Se dice que Dostoievski empezó a escribir una
novela erótica como las que circulaban en su tiempo, aunque al final abandonara
su atrevimiento para hacer un relato menos atrevido. Y de atrevimiento supo
mucho el padre de la literatura rusa, si hemos de creernos la atribución de un
texto pornográfico a Pushkin, titulado “Diario secreto 1836-1837”

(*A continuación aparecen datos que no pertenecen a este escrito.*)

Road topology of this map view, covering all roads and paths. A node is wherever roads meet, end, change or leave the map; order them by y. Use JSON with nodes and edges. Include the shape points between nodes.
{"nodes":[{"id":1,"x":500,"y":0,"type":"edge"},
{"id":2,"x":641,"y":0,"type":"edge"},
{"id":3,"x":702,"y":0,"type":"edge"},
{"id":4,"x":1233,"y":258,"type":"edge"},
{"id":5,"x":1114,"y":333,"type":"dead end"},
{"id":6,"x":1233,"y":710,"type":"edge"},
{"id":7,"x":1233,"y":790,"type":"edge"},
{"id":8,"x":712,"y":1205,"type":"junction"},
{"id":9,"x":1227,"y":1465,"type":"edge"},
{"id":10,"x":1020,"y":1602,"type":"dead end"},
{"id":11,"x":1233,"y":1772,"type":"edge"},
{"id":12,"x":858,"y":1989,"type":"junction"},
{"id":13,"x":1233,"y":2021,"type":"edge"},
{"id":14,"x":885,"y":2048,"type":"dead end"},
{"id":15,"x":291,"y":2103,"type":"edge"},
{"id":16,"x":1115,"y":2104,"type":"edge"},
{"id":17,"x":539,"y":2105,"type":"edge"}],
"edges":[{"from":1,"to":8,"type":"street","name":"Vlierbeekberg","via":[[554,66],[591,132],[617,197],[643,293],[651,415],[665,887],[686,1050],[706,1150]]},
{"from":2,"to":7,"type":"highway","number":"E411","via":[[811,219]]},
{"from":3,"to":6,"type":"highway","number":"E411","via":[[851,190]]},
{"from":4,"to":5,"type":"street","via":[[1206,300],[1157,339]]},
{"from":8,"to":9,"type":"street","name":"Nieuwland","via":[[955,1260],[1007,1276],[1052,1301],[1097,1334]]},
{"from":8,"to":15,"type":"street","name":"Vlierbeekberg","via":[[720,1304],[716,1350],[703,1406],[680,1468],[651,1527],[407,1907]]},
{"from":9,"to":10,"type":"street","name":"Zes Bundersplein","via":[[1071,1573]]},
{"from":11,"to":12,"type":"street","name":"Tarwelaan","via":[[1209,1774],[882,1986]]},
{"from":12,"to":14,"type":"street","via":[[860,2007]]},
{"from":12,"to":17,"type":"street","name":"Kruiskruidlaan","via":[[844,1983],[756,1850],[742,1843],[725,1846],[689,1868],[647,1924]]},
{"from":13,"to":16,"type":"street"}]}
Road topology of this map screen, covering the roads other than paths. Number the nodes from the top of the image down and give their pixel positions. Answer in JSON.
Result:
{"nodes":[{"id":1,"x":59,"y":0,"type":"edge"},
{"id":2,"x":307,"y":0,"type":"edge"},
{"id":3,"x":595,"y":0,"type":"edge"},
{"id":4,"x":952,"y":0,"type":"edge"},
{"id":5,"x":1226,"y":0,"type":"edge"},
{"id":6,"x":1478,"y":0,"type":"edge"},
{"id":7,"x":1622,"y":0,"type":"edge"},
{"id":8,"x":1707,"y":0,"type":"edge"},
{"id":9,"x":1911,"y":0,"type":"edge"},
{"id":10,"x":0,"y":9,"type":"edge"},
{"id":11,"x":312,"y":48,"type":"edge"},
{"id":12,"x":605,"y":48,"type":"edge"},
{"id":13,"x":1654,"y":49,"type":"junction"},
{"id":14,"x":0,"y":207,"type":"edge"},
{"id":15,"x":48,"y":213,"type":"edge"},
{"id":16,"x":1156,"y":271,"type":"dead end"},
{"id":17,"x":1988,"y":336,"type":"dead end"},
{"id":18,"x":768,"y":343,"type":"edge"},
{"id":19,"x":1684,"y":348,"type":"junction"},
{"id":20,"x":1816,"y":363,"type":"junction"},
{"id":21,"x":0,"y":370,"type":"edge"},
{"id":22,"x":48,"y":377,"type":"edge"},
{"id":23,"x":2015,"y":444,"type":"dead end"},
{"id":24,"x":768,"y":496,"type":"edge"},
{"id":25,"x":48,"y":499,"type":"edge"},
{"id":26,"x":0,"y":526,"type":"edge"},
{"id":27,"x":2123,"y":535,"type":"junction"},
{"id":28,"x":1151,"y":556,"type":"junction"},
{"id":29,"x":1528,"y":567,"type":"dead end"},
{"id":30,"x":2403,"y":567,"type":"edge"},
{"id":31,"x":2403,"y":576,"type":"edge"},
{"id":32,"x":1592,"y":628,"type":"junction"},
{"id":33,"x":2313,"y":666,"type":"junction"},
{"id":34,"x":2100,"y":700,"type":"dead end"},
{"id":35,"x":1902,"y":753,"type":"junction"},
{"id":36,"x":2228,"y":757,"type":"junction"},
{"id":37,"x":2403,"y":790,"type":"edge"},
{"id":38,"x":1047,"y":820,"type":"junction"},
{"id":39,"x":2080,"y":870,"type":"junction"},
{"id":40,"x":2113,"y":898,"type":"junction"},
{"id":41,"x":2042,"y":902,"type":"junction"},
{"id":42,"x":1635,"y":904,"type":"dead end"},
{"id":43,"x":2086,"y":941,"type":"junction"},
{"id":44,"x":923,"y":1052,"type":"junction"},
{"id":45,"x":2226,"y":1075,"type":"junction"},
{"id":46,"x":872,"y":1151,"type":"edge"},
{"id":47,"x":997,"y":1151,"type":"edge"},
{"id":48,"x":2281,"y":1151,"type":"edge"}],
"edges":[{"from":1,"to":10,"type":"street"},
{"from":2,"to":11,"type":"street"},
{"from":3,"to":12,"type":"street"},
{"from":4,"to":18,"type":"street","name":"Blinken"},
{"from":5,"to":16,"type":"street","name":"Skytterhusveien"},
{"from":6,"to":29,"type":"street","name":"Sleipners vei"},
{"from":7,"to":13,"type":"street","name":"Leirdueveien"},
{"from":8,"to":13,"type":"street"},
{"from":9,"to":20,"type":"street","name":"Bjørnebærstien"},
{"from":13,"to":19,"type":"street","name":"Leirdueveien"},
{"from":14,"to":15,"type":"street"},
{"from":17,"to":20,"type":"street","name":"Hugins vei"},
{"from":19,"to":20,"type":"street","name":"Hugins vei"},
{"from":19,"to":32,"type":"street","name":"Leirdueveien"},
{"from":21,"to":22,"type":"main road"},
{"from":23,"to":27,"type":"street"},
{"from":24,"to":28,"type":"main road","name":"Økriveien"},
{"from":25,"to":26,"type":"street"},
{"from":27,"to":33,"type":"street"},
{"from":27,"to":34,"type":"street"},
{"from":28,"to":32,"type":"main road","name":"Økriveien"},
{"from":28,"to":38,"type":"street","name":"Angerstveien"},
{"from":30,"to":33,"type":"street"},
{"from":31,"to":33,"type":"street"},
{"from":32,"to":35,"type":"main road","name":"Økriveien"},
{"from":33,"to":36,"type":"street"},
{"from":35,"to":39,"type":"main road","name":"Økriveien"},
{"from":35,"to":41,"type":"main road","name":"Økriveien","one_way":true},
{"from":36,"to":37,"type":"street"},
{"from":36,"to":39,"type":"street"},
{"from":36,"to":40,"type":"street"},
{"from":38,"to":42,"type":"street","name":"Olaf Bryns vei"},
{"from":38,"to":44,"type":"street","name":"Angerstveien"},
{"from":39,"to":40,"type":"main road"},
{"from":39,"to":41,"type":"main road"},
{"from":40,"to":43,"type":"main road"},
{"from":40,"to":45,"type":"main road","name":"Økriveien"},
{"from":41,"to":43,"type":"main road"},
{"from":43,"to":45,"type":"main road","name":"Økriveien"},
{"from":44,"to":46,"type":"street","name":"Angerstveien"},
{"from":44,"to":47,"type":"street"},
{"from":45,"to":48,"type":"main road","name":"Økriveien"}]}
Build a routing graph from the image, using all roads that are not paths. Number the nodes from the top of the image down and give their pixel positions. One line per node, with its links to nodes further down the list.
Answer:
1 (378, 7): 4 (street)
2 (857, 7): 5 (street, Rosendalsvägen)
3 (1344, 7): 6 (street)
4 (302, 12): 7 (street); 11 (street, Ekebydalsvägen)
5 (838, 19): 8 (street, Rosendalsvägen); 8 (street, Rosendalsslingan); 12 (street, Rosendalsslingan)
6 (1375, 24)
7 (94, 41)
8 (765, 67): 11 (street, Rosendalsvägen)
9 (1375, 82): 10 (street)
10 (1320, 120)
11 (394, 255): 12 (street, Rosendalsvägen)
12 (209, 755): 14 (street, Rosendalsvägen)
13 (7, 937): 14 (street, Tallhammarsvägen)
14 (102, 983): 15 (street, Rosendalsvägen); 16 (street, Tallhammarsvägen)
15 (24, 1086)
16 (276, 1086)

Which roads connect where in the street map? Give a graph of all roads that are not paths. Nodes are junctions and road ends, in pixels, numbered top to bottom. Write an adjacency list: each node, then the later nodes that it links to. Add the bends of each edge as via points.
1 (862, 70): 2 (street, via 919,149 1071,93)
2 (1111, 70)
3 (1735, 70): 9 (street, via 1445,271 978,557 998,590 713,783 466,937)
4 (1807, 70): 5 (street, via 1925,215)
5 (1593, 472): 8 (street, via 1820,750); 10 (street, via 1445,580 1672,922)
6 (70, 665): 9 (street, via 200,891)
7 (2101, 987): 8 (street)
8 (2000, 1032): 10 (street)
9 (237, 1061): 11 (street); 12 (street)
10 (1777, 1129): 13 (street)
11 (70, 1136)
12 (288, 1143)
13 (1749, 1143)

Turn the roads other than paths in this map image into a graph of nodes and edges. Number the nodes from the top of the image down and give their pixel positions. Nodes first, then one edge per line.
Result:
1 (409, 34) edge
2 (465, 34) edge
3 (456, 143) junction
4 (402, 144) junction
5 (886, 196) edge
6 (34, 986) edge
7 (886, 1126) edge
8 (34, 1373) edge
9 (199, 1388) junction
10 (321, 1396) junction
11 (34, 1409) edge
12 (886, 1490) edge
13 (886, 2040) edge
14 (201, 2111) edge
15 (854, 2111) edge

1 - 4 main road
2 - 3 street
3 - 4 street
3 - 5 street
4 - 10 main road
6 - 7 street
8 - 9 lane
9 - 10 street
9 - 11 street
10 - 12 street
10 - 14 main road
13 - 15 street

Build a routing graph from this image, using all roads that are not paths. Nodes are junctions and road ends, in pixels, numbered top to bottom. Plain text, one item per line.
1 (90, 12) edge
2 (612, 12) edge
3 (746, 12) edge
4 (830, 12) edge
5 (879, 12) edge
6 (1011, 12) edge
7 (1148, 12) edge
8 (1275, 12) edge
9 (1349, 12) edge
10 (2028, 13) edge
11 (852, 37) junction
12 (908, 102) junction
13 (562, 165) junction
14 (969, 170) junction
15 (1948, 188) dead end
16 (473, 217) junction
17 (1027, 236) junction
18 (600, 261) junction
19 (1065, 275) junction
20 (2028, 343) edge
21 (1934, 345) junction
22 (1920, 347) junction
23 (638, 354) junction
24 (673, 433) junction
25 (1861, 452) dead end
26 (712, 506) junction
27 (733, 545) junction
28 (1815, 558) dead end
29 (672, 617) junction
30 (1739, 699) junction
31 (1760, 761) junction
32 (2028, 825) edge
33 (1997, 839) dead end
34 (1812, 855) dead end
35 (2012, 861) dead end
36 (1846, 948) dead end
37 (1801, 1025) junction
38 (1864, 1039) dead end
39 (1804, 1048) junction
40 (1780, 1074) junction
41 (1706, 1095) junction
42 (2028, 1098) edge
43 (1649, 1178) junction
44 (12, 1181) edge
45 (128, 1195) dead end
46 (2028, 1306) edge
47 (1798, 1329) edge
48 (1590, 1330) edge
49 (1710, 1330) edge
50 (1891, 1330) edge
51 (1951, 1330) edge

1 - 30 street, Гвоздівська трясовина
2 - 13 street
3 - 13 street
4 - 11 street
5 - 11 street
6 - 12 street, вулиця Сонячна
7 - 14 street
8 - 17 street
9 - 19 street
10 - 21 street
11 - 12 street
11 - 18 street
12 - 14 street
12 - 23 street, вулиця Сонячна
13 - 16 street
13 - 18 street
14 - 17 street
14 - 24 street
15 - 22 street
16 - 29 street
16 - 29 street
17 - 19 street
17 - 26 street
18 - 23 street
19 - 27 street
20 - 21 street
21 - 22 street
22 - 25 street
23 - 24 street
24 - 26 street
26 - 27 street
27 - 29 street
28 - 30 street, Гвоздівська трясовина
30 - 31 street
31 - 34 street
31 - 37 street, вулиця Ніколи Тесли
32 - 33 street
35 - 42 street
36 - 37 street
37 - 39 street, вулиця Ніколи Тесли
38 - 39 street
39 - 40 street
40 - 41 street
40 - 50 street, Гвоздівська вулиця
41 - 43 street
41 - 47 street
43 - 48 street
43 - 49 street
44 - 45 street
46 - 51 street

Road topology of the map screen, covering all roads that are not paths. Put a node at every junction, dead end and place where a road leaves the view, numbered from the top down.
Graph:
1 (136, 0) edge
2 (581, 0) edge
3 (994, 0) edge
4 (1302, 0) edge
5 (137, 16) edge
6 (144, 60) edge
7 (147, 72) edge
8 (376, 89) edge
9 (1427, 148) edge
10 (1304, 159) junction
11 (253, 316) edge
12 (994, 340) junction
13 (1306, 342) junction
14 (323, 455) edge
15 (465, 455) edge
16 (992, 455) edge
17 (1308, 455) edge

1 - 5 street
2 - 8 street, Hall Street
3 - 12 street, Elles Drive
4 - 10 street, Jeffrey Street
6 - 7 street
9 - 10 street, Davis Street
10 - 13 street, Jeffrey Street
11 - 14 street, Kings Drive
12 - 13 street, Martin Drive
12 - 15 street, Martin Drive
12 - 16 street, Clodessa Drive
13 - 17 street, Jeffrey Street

(Funambulista, 2011), sacado al parecer clandestinamente de la URSS. Una orgía
literaria, insaciable, en casi cada página de un hombre que, esto sí es verdad,
perdió la vida por culpa de un asunto de carácter sexual: de un duelo a partir
de una carta anónima en la que se le llamaba “gran maestro de la orden de los
cornudos”.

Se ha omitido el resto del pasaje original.